**Task prompt**
Return all the entries exactly, keeping pictures out.

**Stored data entries**
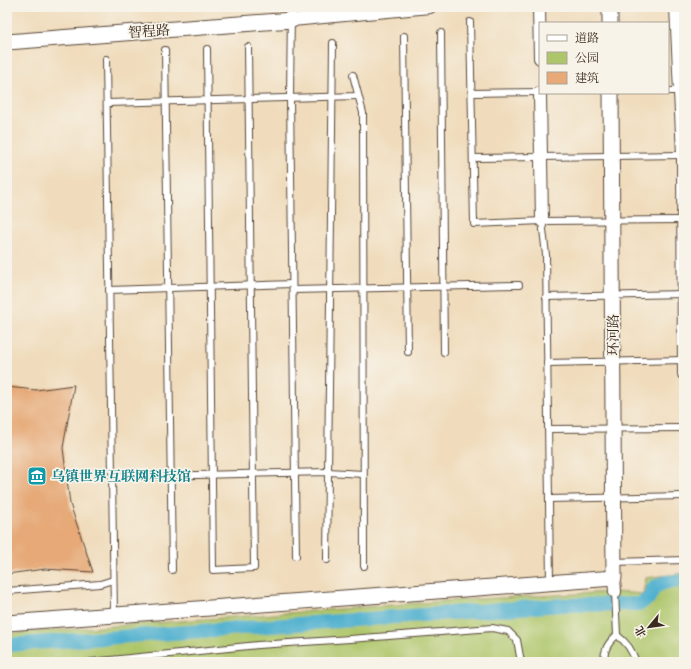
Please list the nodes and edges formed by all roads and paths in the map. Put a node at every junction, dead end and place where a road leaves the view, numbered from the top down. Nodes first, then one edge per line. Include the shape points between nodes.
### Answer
1 (430, 7) edge
2 (539, 7) edge
3 (610, 7) edge
4 (676, 7) edge
5 (292, 14) edge
6 (470, 22) dead end
7 (539, 22) edge
8 (610, 22) edge
9 (441, 33) dead end
10 (404, 36) dead end
11 (7, 42) edge
12 (333, 43) dead end
13 (248, 47) dead end
14 (208, 49) dead end
15 (166, 50) dead end
16 (106, 59) dead end
17 (353, 75) dead end
18 (674, 91) edge
19 (472, 93) junction
20 (539, 93) edge
21 (540, 94) edge
22 (611, 94) edge
23 (332, 96) junction
24 (358, 96) junction
25 (290, 98) junction
26 (248, 99) junction
27 (208, 100) junction
28 (165, 101) junction
29 (107, 103) junction
30 (683, 155) junction
31 (611, 156) junction
32 (541, 157) junction
33 (473, 158) junction
34 (612, 220) junction
35 (683, 220) junction
36 (542, 221) junction
37 (250, 285) junction
38 (519, 285) dead end
39 (210, 286) junction
40 (292, 287) junction
41 (407, 287) junction
42 (444, 287) junction
43 (168, 288) junction
44 (363, 289) junction
45 (109, 290) junction
46 (330, 290) junction
47 (684, 294) edge
48 (612, 296) junction
49 (546, 297) junction
50 (408, 352) dead end
51 (444, 352) dead end
52 (684, 360) edge
53 (613, 362) junction
54 (547, 363) junction
55 (684, 374) edge
56 (684, 428) edge
57 (548, 429) junction
58 (613, 429) junction
59 (328, 472) junction
60 (295, 473) junction
61 (253, 474) junction
62 (363, 474) junction
63 (212, 475) junction
64 (170, 476) junction
65 (112, 477) junction
66 (684, 496) edge
67 (614, 498) junction
68 (549, 499) junction
69 (296, 556) dead end
70 (327, 560) dead end
71 (684, 560) edge
72 (614, 562) junction
73 (364, 566) dead end
74 (172, 570) dead end
75 (113, 580) junction
76 (550, 583) junction
77 (615, 585) junction
78 (7, 591) edge
79 (114, 615) junction
80 (7, 623) edge
81 (618, 635) junction
82 (91, 662) edge
83 (521, 662) edge
84 (604, 662) edge
85 (636, 662) edge

1 - 5 street
2 - 7 street
3 - 8 street
4 - 18 street
5 - 11 street, 智程路
5 - 25 lane
6 - 19 lane
9 - 42 lane
10 - 41 lane
12 - 23 lane
13 - 26 lane
14 - 27 lane
15 - 28 lane
16 - 29 lane
17 - 24 lane
18 - 30 street
19 - 20 lane
19 - 33 lane
21 - 32 street
22 - 31 street, 环河路
23 - 24 lane
23 - 25 lane
23 - 46 lane
24 - 44 lane via 363,113
25 - 26 lane
25 - 40 lane
26 - 27 lane
26 - 37 lane
27 - 28 lane
27 - 39 lane
28 - 29 lane
28 - 43 lane
29 - 45 lane
30 - 31 lane
30 - 35 street
31 - 32 lane
31 - 34 street, 环河路
32 - 33 lane
32 - 36 street
33 - 36 lane via 474,224
34 - 35 lane
34 - 36 lane
34 - 48 street, 环河路
35 - 47 street
36 - 49 lane via 546,255
37 - 39 lane
37 - 40 lane
37 - 61 lane
38 - 42 lane
39 - 43 lane
39 - 63 lane
40 - 46 lane
40 - 60 lane
41 - 42 lane
41 - 44 lane
41 - 50 lane
42 - 51 lane
43 - 45 lane
43 - 64 lane
44 - 46 lane
44 - 62 lane
45 - 65 lane
46 - 59 lane
47 - 48 lane
47 - 52 street
48 - 49 lane
48 - 53 street, 环河路
49 - 54 lane
52 - 53 lane
52 - 55 street
53 - 54 lane
53 - 58 street, 环河路
54 - 57 lane
56 - 58 lane
57 - 58 lane
57 - 68 lane
58 - 67 street, 环河路
59 - 60 lane
59 - 62 lane
59 - 70 lane
60 - 61 lane
60 - 69 lane
61 - 63 lane
61 - 63 lane via 254,568 214,570
62 - 73 lane
63 - 64 lane
64 - 65 lane
64 - 74 lane
65 - 75 lane
66 - 67 lane
67 - 68 lane
67 - 72 street, 环河路
68 - 76 lane
71 - 72 lane
72 - 77 street, 环河路
75 - 78 lane via 100,584
75 - 79 lane
76 - 77 street
76 - 79 street
77 - 81 lane
79 - 80 street
81 - 84 lane via 607,644
81 - 85 lane via 627,643
82 - 83 lane via 258,645 492,628 508,631 517,640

**Output of the task**
Please list the nodes and edges formed by all roads and paths in the map. Put a node at every junction, dead end and place where a road leaves the view, numbered from the top down. Nodes first, then one edge per line. Include the shape points between nodes.
### Answer
1 (430, 7) edge
2 (539, 7) edge
3 (610, 7) edge
4 (676, 7) edge
5 (292, 14) edge
6 (470, 22) dead end
7 (539, 22) edge
8 (610, 22) edge
9 (441, 33) dead end
10 (404, 36) dead end
11 (7, 42) edge
12 (333, 43) dead end
13 (248, 47) dead end
14 (208, 49) dead end
15 (166, 50) dead end
16 (106, 59) dead end
17 (353, 75) dead end
18 (674, 91) edge
19 (472, 93) junction
20 (539, 93) edge
21 (540, 94) edge
22 (611, 94) edge
23 (332, 96) junction
24 (358, 96) junction
25 (290, 98) junction
26 (248, 99) junction
27 (208, 100) junction
28 (165, 101) junction
29 (107, 103) junction
30 (683, 155) junction
31 (611, 156) junction
32 (541, 157) junction
33 (473, 158) junction
34 (612, 220) junction
35 (683, 220) junction
36 (542, 221) junction
37 (250, 285) junction
38 (519, 285) dead end
39 (210, 286) junction
40 (292, 287) junction
41 (407, 287) junction
42 (444, 287) junction
43 (168, 288) junction
44 (363, 289) junction
45 (109, 290) junction
46 (330, 290) junction
47 (684, 294) edge
48 (612, 296) junction
49 (546, 297) junction
50 (408, 352) dead end
51 (444, 352) dead end
52 (684, 360) edge
53 (613, 362) junction
54 (547, 363) junction
55 (684, 374) edge
56 (684, 428) edge
57 (548, 429) junction
58 (613, 429) junction
59 (328, 472) junction
60 (295, 473) junction
61 (253, 474) junction
62 (363, 474) junction
63 (212, 475) junction
64 (170, 476) junction
65 (112, 477) junction
66 (684, 496) edge
67 (614, 498) junction
68 (549, 499) junction
69 (296, 556) dead end
70 (327, 560) dead end
71 (684, 560) edge
72 (614, 562) junction
73 (364, 566) dead end
74 (172, 570) dead end
75 (113, 580) junction
76 (550, 583) junction
77 (615, 585) junction
78 (7, 591) edge
79 (114, 615) junction
80 (7, 623) edge
81 (618, 635) junction
82 (91, 662) edge
83 (521, 662) edge
84 (604, 662) edge
85 (636, 662) edge

1 - 5 street
2 - 7 street
3 - 8 street
4 - 18 street
5 - 11 street, 智程路
5 - 25 lane
6 - 19 lane
9 - 42 lane
10 - 41 lane
12 - 23 lane
13 - 26 lane
14 - 27 lane
15 - 28 lane
16 - 29 lane
17 - 24 lane
18 - 30 street
19 - 20 lane
19 - 33 lane
21 - 32 street
22 - 31 street, 环河路
23 - 24 lane
23 - 25 lane
23 - 46 lane
24 - 44 lane via 363,113
25 - 26 lane
25 - 40 lane
26 - 27 lane
26 - 37 lane
27 - 28 lane
27 - 39 lane
28 - 29 lane
28 - 43 lane
29 - 45 lane
30 - 31 lane
30 - 35 street
31 - 32 lane
31 - 34 street, 环河路
32 - 33 lane
32 - 36 street
33 - 36 lane via 474,224
34 - 35 lane
34 - 36 lane
34 - 48 street, 环河路
35 - 47 street
36 - 49 lane via 546,255
37 - 39 lane
37 - 40 lane
37 - 61 lane
38 - 42 lane
39 - 43 lane
39 - 63 lane
40 - 46 lane
40 - 60 lane
41 - 42 lane
41 - 44 lane
41 - 50 lane
42 - 51 lane
43 - 45 lane
43 - 64 lane
44 - 46 lane
44 - 62 lane
45 - 65 lane
46 - 59 lane
47 - 48 lane
47 - 52 street
48 - 49 lane
48 - 53 street, 环河路
49 - 54 lane
52 - 53 lane
52 - 55 street
53 - 54 lane
53 - 58 street, 环河路
54 - 57 lane
56 - 58 lane
57 - 58 lane
57 - 68 lane
58 - 67 street, 环河路
59 - 60 lane
59 - 62 lane
59 - 70 lane
60 - 61 lane
60 - 69 lane
61 - 63 lane
61 - 63 lane via 254,568 214,570
62 - 73 lane
63 - 64 lane
64 - 65 lane
64 - 74 lane
65 - 75 lane
66 - 67 lane
67 - 68 lane
67 - 72 street, 环河路
68 - 76 lane
71 - 72 lane
72 - 77 street, 环河路
75 - 78 lane via 100,584
75 - 79 lane
76 - 77 street
76 - 79 street
77 - 81 lane
79 - 80 street
81 - 84 lane via 607,644
81 - 85 lane via 627,643
82 - 83 lane via 258,645 492,628 508,631 517,640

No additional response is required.